The file appeared to be calling the GoogleDesktop dlls (G O E C 6 2 ~ 1 . D L L)

-In addition to the GoogleDesktop calls PIFTS also gathers information from your temporary Internet Files, Cookies, Temps files and registry information

-The file was sending the gathered information to a site called stats.norton.com which actually points to a SwapDrive IP 67.134.208.160:80; SwapDrive is a division of the Web Data Group based in Arlington, VA and was recently purchased by Symantec

-Customers with Norton 360 and ZoneAlarm began receiving prompts asking if they wanted to allow PIFTS.exe access to the internet early on March 9th

-Postings to Norton's Website were quickly deleted and many users found themselves banned by IP after even a single post asking about it. (Norton later claimed this was due to Spam although the spam did not start till many hours later)
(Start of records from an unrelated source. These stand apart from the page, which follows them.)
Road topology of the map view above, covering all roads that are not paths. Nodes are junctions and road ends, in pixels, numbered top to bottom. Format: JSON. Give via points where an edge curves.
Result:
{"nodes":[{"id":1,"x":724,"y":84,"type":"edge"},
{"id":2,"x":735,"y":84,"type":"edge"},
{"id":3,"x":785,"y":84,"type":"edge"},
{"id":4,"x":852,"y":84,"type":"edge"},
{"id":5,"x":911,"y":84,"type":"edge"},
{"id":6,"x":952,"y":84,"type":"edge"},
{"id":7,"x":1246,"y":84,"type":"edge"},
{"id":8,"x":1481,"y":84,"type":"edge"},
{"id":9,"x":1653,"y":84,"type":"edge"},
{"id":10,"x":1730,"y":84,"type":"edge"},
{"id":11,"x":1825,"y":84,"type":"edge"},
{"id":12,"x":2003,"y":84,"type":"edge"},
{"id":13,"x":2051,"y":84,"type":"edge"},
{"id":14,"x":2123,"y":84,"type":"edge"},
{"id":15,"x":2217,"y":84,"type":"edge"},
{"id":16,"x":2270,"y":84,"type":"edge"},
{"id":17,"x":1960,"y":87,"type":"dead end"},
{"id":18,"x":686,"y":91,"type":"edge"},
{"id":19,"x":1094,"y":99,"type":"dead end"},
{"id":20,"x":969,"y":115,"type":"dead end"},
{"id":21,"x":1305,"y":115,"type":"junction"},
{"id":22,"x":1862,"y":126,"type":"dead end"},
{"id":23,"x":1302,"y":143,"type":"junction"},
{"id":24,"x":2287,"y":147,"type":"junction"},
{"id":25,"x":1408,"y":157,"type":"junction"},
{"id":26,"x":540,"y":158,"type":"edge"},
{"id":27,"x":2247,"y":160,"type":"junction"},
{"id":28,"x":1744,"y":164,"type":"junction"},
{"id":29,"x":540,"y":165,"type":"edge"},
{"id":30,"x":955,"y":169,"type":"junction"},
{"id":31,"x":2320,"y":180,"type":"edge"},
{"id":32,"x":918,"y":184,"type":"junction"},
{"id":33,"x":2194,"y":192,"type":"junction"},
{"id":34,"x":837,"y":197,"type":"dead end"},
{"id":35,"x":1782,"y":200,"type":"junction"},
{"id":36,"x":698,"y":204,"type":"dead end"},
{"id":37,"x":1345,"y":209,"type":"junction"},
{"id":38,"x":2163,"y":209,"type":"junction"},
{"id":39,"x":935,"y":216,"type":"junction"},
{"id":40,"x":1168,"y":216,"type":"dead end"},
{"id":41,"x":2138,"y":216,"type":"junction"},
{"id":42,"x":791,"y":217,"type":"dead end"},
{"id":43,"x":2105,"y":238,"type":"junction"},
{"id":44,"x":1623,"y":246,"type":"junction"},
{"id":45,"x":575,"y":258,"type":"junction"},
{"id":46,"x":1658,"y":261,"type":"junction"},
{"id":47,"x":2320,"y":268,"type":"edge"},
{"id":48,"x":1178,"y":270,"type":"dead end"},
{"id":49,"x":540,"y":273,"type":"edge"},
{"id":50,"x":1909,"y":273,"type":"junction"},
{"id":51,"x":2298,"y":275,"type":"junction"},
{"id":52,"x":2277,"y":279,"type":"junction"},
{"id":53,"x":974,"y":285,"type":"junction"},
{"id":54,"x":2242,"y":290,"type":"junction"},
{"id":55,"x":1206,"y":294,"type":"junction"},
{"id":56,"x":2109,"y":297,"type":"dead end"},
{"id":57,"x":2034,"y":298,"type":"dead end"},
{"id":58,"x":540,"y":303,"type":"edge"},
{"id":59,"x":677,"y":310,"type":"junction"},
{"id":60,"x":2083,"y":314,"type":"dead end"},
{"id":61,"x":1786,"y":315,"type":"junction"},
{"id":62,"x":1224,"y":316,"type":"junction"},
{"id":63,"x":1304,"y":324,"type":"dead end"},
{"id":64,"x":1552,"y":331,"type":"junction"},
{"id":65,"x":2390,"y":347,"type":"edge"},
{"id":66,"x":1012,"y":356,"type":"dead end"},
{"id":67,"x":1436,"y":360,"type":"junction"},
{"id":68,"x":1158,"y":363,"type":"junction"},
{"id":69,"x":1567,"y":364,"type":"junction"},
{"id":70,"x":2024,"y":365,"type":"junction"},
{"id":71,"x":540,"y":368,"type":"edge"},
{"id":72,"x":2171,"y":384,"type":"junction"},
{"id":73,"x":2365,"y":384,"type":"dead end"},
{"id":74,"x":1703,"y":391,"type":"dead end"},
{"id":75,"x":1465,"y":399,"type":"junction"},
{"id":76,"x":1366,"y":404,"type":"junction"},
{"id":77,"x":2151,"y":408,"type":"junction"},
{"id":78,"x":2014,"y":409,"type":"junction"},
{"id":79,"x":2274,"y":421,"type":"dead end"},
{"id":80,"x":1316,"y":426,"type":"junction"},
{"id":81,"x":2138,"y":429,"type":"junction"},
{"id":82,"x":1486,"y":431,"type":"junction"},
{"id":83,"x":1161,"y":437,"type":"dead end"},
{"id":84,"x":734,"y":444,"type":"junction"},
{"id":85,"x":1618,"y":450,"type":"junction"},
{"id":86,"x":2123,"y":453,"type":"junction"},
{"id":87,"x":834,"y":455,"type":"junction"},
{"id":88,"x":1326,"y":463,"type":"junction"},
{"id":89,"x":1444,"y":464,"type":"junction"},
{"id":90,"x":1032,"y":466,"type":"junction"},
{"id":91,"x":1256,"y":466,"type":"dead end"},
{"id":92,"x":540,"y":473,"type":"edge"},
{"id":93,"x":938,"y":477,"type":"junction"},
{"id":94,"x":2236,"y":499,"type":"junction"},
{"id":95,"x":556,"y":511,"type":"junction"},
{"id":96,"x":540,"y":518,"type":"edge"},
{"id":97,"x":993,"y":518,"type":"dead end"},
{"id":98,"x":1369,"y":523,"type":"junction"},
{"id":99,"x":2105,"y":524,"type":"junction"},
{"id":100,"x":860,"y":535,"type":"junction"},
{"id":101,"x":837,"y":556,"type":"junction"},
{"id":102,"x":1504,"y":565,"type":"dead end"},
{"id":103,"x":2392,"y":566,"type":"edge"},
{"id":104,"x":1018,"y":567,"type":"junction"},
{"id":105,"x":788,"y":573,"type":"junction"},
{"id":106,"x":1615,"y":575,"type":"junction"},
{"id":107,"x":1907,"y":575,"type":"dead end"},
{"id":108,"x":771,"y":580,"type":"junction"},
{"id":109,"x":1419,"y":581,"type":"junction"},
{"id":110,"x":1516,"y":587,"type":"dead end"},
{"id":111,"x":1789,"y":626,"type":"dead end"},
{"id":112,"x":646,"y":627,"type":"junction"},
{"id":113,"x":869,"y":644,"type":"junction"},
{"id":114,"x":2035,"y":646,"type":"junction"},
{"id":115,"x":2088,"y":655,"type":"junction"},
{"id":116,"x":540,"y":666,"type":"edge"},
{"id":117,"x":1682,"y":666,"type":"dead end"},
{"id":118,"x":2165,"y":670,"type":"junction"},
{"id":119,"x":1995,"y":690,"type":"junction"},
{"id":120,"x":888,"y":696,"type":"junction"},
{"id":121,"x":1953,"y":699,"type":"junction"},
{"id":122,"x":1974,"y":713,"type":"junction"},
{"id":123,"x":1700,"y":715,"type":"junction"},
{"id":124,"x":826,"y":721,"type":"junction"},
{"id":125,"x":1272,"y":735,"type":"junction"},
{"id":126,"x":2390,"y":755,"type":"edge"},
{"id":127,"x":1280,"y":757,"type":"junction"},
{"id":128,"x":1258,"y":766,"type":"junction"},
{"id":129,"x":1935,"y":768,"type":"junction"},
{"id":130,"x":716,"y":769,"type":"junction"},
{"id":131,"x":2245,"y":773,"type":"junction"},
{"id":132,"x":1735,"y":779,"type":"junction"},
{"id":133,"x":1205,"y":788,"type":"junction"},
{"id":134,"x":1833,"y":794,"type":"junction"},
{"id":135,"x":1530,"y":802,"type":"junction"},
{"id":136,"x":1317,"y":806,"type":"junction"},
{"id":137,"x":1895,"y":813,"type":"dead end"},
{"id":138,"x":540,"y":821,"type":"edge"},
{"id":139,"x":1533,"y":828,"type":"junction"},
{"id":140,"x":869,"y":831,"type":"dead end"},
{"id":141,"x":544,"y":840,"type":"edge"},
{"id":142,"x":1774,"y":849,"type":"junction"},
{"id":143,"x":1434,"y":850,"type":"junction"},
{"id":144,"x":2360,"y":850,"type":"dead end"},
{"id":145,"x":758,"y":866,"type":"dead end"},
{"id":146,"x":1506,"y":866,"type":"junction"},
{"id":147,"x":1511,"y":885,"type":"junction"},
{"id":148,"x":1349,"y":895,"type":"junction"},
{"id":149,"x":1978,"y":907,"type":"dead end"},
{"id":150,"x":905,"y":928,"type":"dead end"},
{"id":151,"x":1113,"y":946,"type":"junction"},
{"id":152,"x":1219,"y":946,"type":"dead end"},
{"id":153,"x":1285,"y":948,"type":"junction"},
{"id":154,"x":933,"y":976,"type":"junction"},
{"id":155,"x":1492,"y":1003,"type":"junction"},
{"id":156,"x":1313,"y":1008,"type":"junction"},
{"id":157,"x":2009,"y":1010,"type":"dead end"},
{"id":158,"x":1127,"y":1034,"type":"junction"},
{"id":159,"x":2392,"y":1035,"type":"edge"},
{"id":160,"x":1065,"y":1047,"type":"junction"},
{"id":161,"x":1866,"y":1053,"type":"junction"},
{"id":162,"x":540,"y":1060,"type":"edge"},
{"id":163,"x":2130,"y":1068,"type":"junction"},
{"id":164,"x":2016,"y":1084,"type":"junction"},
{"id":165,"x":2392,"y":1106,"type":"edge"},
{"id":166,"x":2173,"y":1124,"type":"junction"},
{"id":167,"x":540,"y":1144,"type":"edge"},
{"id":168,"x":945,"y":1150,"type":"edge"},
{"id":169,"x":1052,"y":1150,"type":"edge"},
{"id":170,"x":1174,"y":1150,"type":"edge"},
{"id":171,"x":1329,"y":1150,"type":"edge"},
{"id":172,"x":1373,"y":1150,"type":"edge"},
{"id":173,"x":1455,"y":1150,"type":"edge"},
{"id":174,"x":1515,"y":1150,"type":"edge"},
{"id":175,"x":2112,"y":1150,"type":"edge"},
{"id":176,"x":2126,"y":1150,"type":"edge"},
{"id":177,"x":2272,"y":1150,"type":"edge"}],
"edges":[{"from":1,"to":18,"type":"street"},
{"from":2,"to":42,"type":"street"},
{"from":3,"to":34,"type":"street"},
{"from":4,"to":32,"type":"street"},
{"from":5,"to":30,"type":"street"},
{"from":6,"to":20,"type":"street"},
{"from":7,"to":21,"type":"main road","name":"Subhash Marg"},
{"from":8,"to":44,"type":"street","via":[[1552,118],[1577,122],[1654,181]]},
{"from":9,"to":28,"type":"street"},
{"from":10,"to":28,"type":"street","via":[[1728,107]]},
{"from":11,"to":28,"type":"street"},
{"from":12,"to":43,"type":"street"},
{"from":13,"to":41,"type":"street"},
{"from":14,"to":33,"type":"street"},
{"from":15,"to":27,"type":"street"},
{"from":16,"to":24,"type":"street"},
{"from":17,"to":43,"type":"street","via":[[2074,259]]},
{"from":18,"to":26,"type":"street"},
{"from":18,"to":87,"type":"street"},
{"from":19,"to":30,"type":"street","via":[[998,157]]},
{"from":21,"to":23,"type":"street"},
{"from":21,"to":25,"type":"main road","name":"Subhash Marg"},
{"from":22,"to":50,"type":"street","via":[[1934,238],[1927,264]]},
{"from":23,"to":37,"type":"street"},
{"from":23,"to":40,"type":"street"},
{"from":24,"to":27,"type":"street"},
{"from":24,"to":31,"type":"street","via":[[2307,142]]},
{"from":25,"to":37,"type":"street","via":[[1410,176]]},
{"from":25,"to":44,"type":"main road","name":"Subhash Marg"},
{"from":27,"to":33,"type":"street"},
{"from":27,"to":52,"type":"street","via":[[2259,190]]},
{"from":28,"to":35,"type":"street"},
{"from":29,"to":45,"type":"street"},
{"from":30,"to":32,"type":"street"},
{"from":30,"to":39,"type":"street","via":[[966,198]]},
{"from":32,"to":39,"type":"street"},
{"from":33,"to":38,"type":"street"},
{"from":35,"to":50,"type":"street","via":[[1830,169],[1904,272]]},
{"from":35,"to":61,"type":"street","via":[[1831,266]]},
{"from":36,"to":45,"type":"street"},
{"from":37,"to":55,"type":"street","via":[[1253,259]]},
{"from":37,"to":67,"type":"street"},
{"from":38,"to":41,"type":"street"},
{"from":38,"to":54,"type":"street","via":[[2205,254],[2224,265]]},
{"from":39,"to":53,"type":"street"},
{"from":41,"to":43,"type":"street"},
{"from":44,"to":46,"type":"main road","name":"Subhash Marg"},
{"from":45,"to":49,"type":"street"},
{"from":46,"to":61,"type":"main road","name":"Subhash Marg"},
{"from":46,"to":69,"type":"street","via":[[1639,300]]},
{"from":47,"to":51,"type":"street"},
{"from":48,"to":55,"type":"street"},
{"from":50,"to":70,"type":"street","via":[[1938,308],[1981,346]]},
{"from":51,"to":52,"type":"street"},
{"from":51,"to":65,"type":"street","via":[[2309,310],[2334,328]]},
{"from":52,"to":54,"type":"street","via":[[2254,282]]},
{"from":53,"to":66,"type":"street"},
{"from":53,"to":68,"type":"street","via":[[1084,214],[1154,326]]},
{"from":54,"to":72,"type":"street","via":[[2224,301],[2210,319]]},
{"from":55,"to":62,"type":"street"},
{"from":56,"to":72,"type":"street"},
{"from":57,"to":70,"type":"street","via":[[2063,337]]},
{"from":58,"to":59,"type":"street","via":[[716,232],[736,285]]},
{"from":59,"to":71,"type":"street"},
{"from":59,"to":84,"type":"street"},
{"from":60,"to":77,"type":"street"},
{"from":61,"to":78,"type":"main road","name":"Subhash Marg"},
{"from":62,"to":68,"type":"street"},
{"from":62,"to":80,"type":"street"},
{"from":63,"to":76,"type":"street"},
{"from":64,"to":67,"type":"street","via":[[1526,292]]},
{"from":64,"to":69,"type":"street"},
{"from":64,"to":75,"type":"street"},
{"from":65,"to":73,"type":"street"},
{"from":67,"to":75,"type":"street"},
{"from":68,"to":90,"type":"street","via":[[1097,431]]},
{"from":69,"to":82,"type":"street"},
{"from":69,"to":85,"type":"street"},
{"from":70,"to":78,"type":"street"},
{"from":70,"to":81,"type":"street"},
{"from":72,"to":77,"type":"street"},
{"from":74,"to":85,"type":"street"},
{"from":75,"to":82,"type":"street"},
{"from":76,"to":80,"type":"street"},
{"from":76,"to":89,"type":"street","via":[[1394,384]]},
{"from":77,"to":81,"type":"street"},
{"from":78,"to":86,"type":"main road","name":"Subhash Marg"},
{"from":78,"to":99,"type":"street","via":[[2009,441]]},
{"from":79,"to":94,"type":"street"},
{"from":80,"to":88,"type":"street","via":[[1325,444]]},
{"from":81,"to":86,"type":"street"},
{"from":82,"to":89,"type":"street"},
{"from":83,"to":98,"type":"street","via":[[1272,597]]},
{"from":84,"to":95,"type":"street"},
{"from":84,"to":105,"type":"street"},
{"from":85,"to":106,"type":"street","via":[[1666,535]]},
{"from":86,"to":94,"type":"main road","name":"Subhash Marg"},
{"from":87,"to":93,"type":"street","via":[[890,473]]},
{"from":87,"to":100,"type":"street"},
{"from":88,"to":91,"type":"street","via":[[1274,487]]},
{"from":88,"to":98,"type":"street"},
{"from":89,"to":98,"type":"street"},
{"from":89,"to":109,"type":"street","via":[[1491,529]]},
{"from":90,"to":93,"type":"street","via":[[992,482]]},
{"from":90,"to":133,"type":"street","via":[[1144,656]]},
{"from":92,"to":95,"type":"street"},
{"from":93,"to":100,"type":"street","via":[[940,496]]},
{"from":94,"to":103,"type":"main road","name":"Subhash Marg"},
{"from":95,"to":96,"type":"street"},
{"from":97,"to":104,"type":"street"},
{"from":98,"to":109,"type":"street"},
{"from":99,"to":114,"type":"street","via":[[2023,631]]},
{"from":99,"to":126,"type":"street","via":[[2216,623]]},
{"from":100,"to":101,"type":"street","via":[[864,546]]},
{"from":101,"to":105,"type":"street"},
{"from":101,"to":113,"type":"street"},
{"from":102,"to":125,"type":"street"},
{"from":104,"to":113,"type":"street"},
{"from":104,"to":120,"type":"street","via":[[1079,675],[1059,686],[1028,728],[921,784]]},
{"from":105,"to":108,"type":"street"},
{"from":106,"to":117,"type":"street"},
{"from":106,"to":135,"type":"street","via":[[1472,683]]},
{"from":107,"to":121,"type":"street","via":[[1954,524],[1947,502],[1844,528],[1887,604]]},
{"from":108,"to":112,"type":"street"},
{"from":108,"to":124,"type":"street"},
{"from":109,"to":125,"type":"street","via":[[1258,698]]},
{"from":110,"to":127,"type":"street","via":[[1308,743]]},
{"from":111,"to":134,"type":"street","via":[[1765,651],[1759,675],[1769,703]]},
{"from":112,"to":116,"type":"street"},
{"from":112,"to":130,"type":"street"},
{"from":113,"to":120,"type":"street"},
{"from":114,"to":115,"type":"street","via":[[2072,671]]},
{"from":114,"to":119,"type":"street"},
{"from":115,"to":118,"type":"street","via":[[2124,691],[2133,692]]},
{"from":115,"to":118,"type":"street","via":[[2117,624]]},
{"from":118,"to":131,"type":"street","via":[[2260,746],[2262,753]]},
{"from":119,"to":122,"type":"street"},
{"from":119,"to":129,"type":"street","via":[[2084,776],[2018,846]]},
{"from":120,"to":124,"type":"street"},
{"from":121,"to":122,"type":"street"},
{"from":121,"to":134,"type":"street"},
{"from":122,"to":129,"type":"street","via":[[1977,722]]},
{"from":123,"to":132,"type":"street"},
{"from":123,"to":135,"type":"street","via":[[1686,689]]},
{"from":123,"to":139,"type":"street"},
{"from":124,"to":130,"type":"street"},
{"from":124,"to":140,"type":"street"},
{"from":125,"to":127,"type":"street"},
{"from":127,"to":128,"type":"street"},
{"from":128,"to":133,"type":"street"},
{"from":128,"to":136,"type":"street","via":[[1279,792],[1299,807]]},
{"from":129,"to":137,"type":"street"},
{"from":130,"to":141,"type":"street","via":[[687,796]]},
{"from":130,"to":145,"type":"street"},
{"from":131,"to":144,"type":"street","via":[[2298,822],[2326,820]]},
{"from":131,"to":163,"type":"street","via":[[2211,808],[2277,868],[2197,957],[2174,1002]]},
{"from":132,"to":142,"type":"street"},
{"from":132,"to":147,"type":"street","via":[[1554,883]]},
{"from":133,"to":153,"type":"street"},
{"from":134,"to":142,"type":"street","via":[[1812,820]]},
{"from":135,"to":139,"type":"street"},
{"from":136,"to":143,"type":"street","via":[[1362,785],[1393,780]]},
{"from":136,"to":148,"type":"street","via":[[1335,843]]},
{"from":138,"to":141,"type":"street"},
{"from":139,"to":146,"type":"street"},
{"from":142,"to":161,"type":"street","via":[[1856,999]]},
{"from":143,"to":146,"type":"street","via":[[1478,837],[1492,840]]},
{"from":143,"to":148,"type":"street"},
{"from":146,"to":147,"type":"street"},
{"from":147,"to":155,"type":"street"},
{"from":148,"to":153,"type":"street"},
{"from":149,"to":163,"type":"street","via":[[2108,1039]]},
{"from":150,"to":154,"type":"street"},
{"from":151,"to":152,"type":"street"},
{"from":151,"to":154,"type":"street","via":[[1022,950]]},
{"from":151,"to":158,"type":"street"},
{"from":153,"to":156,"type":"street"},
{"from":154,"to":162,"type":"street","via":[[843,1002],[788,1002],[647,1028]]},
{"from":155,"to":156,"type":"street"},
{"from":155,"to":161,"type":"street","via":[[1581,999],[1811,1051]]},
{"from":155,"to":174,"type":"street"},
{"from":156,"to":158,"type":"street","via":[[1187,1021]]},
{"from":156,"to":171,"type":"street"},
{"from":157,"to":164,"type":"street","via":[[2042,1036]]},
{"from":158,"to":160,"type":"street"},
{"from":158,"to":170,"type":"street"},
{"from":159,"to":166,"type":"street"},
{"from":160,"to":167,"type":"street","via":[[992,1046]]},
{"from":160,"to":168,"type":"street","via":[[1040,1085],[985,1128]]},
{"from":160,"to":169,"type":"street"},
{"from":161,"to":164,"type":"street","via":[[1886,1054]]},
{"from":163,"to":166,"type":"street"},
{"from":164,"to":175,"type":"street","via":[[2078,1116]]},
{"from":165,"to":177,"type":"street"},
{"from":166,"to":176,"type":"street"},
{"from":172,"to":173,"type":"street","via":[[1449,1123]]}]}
- Norton also, at one point, blocked the word PIFTS from use on the forum. Posts with the word and user names containing the word were not allowed. This points to Norton Mods and Admins adding PIFTS to their word filters deliberately (as of this writing the username filter is still in effect)

-A member of the 4Chan group caught this and reported it where it quickly spread around the internet.

-4Chan and other Anon posters began heavily spamming Norton's forum (the spamming was not helpful at all)

An analysis of PIFTS.exe by Anubis can be found here

There is much speculation over what PIFTS was really doing, no one but Symantec knows. The number of conspiracy theories is astounding and range from an NSA/FBI/CIA plot to mine data to Military Intelligence gathering.

Below are links to Norton's forums with official explanations (released a little more than 24 hours after the initial incident) you can decide for yourself if they hold water. I have also included a link to Above Top Secret, which has one of the more active threads and also has some informative information on the file (including several links to the actual coding).

-Norton's Explanation Thread

-Above Top Secret Thread

Norton Issues statment about PIFTS.EXE

The PIFTS.EXE binary was released through LiveUpdate targeting 2006 and 2007 products. After downloading the LU package, LU executes PIFTS.EXE, and PIFTS.EXE collects product state information, and reports this information to Symantec.

PIFTS.EXE does the following:

- Determines what product is installed, NIS, NAV, N360, NCO, or NSW, by looking under the HKLM\Software\Symantec\InstalledApps registry key.
- Determines the version of the installed product by looking at the file version information of a key product file.
- Determines if PIF is installed by looking under the HKLM\Software\Symantec\InstalledApps registry key.
- Determines the version of PIF by looking at the file version information of two key PIF files.
- Determines if PIF is enabled, and what the PIF state is, by looking at the PIF registry under HKLM\Software\Symantec.
- Determines the version of PIF that LiveUpdate believes is installed, by reading the LU catalog.
- The collected information, as described above, is reported to a Symantec server, called stats.norton.com, using an HTTP GET request. This server is located at a Symantec datacenter located on the East Coast of the United States.

No additional information is collected, no personal information is collected, and no system modifications are made.